The path may seem irrational or pointless but inspiration is everywhere. Children unwittingly employ what Debord called the dérive, where their perspective or view of a place changes by the way they play in it. This is a practice I think we all knowingly or unknowingly practice in making work.
NOTEBOOK: Your pictures present a coincidence of structural phenomena, organized by intuition. How improvised are your compositions, or vice versa?
CLIPSON: They’re hyper-composed improvisations. Improvisation is a loaded term, in that the vernacular connotation is that it’s just making shit up as you go along. If I’ve learned anything from watching friends practice music over the years, it’s that improvisation is a kind of live multi-dimensional unspooling of experience, personal philosophy, and subliminal recordings that happens in the moment of a performance. I’m trying to get at this same thing while filming, recording a live performance of wherever I am that’s filtered through layers of superimpositions, in-camera edits and camera movements, with the vague awareness that somewhere in the future, these as yet unseen images will be projected into sound and music.

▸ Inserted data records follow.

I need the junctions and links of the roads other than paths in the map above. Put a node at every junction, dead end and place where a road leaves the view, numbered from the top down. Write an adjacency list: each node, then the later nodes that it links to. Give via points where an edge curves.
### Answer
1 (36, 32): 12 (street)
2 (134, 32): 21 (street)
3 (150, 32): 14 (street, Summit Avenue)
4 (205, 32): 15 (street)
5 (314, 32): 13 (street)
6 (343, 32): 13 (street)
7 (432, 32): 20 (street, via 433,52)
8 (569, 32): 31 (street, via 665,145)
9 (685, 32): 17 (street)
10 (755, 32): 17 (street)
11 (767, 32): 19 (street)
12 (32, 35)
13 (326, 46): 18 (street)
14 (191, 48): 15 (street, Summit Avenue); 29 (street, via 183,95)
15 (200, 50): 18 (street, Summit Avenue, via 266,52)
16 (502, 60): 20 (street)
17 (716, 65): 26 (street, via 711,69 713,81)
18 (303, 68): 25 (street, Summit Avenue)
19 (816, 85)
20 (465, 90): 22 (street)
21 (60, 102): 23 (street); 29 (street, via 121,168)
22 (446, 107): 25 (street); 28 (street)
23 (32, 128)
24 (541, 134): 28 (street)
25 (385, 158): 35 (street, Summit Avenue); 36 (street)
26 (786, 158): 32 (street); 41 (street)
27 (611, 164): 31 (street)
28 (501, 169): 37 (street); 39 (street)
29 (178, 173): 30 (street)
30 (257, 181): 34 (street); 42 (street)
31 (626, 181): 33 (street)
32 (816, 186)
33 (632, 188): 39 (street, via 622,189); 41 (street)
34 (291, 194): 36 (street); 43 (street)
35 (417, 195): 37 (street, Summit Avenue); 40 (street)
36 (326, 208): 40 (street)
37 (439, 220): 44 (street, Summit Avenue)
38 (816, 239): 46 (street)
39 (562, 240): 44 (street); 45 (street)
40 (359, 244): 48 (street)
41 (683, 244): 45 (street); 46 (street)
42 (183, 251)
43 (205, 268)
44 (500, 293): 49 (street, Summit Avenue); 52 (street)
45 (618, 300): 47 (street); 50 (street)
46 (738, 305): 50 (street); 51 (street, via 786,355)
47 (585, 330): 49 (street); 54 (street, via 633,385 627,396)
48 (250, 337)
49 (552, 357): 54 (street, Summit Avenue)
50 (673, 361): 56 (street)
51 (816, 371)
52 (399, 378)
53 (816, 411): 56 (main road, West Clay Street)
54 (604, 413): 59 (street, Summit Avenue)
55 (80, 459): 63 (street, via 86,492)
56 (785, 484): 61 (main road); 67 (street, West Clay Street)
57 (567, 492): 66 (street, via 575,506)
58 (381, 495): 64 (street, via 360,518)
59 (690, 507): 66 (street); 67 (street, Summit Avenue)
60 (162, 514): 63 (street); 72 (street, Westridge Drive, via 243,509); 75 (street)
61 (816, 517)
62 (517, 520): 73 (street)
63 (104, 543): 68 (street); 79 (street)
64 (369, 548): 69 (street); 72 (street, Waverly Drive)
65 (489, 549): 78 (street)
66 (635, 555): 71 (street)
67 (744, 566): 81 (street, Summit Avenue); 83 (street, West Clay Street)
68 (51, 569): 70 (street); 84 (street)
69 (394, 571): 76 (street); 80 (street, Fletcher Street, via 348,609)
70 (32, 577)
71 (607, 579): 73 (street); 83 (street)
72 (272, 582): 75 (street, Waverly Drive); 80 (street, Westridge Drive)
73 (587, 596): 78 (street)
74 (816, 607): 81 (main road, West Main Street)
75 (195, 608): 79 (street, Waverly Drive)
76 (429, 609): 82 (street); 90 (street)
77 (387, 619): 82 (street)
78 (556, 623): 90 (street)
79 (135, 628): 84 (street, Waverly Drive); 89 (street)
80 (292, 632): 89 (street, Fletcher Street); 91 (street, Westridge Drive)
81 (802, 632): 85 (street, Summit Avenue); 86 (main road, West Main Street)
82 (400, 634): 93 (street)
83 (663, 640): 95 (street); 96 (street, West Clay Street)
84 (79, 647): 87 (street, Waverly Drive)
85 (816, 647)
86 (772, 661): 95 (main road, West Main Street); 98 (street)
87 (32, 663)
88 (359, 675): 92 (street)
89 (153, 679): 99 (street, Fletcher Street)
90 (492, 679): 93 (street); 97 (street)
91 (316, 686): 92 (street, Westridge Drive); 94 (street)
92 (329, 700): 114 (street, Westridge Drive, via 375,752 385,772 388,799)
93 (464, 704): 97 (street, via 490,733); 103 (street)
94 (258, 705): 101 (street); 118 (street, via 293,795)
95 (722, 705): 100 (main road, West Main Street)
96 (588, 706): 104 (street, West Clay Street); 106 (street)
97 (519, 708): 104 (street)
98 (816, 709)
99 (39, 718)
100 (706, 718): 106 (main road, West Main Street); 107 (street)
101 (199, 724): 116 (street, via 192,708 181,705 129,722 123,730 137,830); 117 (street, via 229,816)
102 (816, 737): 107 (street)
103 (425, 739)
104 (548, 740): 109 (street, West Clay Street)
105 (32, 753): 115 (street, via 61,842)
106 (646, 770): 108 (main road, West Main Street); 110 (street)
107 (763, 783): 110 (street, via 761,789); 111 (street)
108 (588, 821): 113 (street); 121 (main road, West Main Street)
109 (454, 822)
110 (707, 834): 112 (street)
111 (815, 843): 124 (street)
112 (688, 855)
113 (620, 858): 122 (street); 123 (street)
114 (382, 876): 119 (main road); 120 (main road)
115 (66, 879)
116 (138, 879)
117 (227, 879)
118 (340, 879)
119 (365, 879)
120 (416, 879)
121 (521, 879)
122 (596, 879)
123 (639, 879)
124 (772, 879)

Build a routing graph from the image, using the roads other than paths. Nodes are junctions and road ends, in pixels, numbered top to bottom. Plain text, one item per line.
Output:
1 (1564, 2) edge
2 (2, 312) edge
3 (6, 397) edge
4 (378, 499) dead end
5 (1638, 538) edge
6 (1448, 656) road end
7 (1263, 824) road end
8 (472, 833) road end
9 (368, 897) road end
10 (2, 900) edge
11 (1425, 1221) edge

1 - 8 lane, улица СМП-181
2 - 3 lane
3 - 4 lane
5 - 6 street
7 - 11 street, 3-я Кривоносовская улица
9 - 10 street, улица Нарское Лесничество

NOTEBOOK: Do you believe, like Brakhage and Yeats or other artists before you, in a form of poetic dictation?
CLIPSON: Any way one wants to look at something is valid but I prefer not to name, analyze or address where these things come from. Filming is a meditation where there’s a chance for all sorts of things to come into play, all under the eye of the camera and the choices that are made while looking through it. Attenuating this meditation are material influences that suggest places to start and new directions to take. Film stocks point out subjects on which to focus and frame. The trajectory from racking wide to telephoto and back on a zoom lens, can act like shifting thoughts, or a consciousness simultaneously passing through space while not moving. Many mechanical processes used while filming help to remove the practical filters with which one normally sees, allowing unexpected ways of seeing and framing the world. It’s a form of self-effacement or disappearance into the camera’s process, a vacuum where things rush in, where associations and moments begin to appear.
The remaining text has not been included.